Я был очень благодарен И. за его неизменную доброту. У меня вертелся на языке вопрос о Генри, о Браццано: хотел бы я спросить кое-что о Хаве, – но ни о чем не спросил, побежал в душ, и вскоре мы уже были в огромном зале банка, где сотни вращающихся под потолком вееров не могли умерить жары.
Одна часть денег была положена на имя Жанны, с правом пользоваться ими как угодно. Вторая была переведена на мое имя по адресу, указанному И., с какими-то мудреными индийскими названиями, никогда мною не слышанными.
Пока мы сидели в банке, ожидая исполнения нашего заказа, я жаловался И., что ничего не могу подарить капитану, давшему мне на память такое великолепное кольцо.

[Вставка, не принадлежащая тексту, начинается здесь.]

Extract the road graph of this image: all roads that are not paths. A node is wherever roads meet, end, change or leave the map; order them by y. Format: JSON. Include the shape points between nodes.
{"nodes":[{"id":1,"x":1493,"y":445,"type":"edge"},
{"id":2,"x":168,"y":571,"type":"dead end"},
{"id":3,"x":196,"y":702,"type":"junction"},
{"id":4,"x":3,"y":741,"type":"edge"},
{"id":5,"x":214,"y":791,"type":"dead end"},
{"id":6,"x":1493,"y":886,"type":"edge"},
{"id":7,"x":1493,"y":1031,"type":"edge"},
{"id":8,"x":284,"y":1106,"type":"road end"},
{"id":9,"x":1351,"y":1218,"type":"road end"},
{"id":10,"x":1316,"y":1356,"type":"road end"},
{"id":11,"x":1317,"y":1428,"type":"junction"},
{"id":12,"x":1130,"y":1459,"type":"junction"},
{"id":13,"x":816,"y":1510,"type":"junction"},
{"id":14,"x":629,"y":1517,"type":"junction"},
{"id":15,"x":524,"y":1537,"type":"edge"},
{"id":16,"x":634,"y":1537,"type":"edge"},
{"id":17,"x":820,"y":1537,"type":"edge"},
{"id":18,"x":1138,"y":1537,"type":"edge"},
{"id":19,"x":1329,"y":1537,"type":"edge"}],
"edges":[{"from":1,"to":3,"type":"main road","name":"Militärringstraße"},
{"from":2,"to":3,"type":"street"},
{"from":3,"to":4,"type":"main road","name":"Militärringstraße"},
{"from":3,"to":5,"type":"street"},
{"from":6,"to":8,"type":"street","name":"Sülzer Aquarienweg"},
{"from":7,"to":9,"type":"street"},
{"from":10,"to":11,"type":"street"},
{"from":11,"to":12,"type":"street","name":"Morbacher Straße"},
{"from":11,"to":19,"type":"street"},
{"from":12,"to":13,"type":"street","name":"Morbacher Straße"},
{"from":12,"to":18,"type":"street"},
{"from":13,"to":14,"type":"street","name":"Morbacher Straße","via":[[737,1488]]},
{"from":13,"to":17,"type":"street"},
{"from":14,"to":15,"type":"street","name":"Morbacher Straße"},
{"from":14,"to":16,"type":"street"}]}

– Не горюй об этом. Капитан очень счастливый человек. Он получил от Ананды кольцо как залог их вечной дружбы. Ананде капитан вернул вещь, имеющую для него очень большое значение. Вообще теперь путь капитана не будет одиноким, и Ананда всегда подаст ему помощь.
Тебе же я могу вручить платок сэра Уоми, точно такой же, какой получила Анна. Если хочешь – подари ему и заверни в него книжку, которую я тебе дам.
Ты можешь написать ему письмо и положить все к нему на стол. Он вернется и будет радоваться этому подарку больше, чем всем драгоценностям, которые ты мог бы ему подарить.
Я от всей души поблагодарил И., сказав только: «Опять все от вас!»
Через некоторое время нас вызвали к кассовому окошку, все было оформлено, и мы пошли к кондитеру, покинув банк почти в минуту его закрытия.
На улице уже не было удушливой жары, слегка потянуло влагой с моря, – и я ожил.
– Трудно тебе будет привыкать к климату Индии, Левушка. Надо будет снестись с Флорентийцем и получить указания, как закалить твое здоровье, – задумчиво сказал И., беря меня под руку.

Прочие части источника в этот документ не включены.